◆ **DATA EXTRACT**
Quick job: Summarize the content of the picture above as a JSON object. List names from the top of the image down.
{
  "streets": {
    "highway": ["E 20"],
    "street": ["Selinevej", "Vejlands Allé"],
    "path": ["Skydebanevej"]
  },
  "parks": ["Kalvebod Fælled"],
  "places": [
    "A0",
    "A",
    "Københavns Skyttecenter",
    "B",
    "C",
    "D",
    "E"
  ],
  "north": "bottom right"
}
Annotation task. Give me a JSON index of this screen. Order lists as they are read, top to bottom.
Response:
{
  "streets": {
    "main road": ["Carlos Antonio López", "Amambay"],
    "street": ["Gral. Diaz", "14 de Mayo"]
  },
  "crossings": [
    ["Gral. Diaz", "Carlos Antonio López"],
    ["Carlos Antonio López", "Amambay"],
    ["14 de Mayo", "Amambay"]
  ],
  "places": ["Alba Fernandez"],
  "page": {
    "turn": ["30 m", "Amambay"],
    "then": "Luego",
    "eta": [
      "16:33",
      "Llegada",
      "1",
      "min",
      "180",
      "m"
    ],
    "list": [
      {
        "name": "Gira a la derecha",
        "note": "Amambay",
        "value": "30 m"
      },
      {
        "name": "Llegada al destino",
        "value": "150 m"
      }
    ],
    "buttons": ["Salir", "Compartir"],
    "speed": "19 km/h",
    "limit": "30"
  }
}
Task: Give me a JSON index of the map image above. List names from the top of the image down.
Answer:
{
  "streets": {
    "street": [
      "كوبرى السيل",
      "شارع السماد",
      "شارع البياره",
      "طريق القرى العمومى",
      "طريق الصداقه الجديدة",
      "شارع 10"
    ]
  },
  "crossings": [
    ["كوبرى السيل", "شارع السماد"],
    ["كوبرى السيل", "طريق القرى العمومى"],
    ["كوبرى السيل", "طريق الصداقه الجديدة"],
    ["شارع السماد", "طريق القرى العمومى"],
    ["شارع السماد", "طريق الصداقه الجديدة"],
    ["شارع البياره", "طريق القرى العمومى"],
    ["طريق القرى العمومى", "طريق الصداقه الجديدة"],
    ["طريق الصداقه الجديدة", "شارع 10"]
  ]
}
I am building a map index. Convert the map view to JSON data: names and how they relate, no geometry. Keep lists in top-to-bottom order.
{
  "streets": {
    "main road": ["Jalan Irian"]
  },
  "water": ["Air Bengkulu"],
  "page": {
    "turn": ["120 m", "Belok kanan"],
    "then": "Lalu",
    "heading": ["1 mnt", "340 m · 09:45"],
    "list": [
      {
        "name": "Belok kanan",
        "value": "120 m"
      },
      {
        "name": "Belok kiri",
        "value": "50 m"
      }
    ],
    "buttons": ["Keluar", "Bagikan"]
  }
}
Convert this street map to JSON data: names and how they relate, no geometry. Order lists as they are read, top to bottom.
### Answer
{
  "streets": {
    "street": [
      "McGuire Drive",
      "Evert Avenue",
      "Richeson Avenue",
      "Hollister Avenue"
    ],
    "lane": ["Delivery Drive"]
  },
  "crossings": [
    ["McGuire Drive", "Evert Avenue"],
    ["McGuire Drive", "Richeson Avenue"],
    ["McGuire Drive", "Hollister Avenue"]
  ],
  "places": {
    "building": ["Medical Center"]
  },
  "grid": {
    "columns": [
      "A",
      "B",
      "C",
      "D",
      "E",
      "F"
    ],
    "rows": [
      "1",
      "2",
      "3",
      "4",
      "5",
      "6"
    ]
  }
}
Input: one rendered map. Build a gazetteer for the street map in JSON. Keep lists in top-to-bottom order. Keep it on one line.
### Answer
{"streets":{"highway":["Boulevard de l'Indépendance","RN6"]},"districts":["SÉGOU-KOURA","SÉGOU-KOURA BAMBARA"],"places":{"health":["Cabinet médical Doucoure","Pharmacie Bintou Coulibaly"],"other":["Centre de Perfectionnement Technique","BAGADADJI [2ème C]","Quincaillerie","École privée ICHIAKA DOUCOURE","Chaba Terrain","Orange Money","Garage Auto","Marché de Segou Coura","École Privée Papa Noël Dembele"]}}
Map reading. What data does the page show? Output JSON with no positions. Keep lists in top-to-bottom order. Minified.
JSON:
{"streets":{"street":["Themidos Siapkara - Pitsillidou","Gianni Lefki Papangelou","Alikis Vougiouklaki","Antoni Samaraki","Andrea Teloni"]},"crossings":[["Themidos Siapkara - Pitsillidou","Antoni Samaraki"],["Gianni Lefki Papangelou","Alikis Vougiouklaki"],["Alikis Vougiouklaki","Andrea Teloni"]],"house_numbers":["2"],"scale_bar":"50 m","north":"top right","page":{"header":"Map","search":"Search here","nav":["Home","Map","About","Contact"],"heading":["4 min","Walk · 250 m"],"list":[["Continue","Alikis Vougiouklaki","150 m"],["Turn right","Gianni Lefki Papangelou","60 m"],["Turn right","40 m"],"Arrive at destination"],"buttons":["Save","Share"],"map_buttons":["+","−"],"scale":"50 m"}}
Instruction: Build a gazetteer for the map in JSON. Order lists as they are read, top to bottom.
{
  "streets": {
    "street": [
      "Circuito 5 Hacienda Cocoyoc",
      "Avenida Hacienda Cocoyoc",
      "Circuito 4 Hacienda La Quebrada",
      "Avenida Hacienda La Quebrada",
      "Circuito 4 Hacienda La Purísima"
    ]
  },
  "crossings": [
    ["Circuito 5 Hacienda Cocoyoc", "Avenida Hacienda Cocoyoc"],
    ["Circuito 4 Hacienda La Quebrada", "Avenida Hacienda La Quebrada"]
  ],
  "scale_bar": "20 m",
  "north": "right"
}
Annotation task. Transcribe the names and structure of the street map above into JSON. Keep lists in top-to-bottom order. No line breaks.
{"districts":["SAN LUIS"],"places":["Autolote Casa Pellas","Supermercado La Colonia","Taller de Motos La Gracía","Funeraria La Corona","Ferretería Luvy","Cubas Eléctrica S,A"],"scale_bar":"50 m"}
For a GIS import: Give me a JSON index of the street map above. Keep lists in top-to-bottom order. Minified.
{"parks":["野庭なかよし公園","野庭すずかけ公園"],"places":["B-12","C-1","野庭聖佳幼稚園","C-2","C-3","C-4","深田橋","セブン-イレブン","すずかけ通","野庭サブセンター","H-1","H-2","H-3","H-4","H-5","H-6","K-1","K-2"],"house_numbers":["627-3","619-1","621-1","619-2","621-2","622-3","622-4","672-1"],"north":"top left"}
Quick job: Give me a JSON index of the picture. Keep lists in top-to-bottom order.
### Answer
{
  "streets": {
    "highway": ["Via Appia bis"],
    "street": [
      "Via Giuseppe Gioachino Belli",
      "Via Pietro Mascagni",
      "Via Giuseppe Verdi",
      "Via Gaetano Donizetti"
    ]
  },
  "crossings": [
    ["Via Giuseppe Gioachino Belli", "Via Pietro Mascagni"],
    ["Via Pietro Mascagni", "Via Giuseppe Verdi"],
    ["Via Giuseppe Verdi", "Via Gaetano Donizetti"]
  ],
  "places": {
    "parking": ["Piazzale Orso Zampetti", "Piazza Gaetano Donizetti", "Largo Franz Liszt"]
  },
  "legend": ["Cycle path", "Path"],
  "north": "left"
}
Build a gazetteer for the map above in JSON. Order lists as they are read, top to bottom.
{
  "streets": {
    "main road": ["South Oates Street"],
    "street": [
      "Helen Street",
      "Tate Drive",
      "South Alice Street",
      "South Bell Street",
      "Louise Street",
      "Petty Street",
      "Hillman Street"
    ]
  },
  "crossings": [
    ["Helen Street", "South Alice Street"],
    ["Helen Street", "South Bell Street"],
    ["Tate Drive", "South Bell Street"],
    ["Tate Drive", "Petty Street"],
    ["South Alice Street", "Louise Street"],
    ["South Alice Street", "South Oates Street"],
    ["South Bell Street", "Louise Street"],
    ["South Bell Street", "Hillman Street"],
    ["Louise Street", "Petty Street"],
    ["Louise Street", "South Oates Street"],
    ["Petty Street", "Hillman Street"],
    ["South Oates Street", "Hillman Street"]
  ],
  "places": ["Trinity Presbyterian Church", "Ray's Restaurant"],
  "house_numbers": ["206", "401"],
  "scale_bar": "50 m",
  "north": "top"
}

◆ **WHAT TO DO**
Take the stretch of lines above from the one containing "Instruction: Build a" through the one containing "Quick job: Give" and repeat it exactly, adding no other line.

◆ **WRITTEN ANSWER**
Instruction: Build a gazetteer for the map in JSON. Order lists as they are read, top to bottom.
{
  "streets": {
    "street": [
      "Circuito 5 Hacienda Cocoyoc",
      "Avenida Hacienda Cocoyoc",
      "Circuito 4 Hacienda La Quebrada",
      "Avenida Hacienda La Quebrada",
      "Circuito 4 Hacienda La Purísima"
    ]
  },
  "crossings": [
    ["Circuito 5 Hacienda Cocoyoc", "Avenida Hacienda Cocoyoc"],
    ["Circuito 4 Hacienda La Quebrada", "Avenida Hacienda La Quebrada"]
  ],
  "scale_bar": "20 m",
  "north": "right"
}
Annotation task. Transcribe the names and structure of the street map above into JSON. Keep lists in top-to-bottom order. No line breaks.
{"districts":["SAN LUIS"],"places":["Autolote Casa Pellas","Supermercado La Colonia","Taller de Motos La Gracía","Funeraria La Corona","Ferretería Luvy","Cubas Eléctrica S,A"],"scale_bar":"50 m"}
For a GIS import: Give me a JSON index of the street map above. Keep lists in top-to-bottom order. Minified.
{"parks":["野庭なかよし公園","野庭すずかけ公園"],"places":["B-12","C-1","野庭聖佳幼稚園","C-2","C-3","C-4","深田橋","セブン-イレブン","すずかけ通","野庭サブセンター","H-1","H-2","H-3","H-4","H-5","H-6","K-1","K-2"],"house_numbers":["627-3","619-1","621-1","619-2","621-2","622-3","622-4","672-1"],"north":"top left"}
Quick job: Give me a JSON index of the picture. Keep lists in top-to-bottom order.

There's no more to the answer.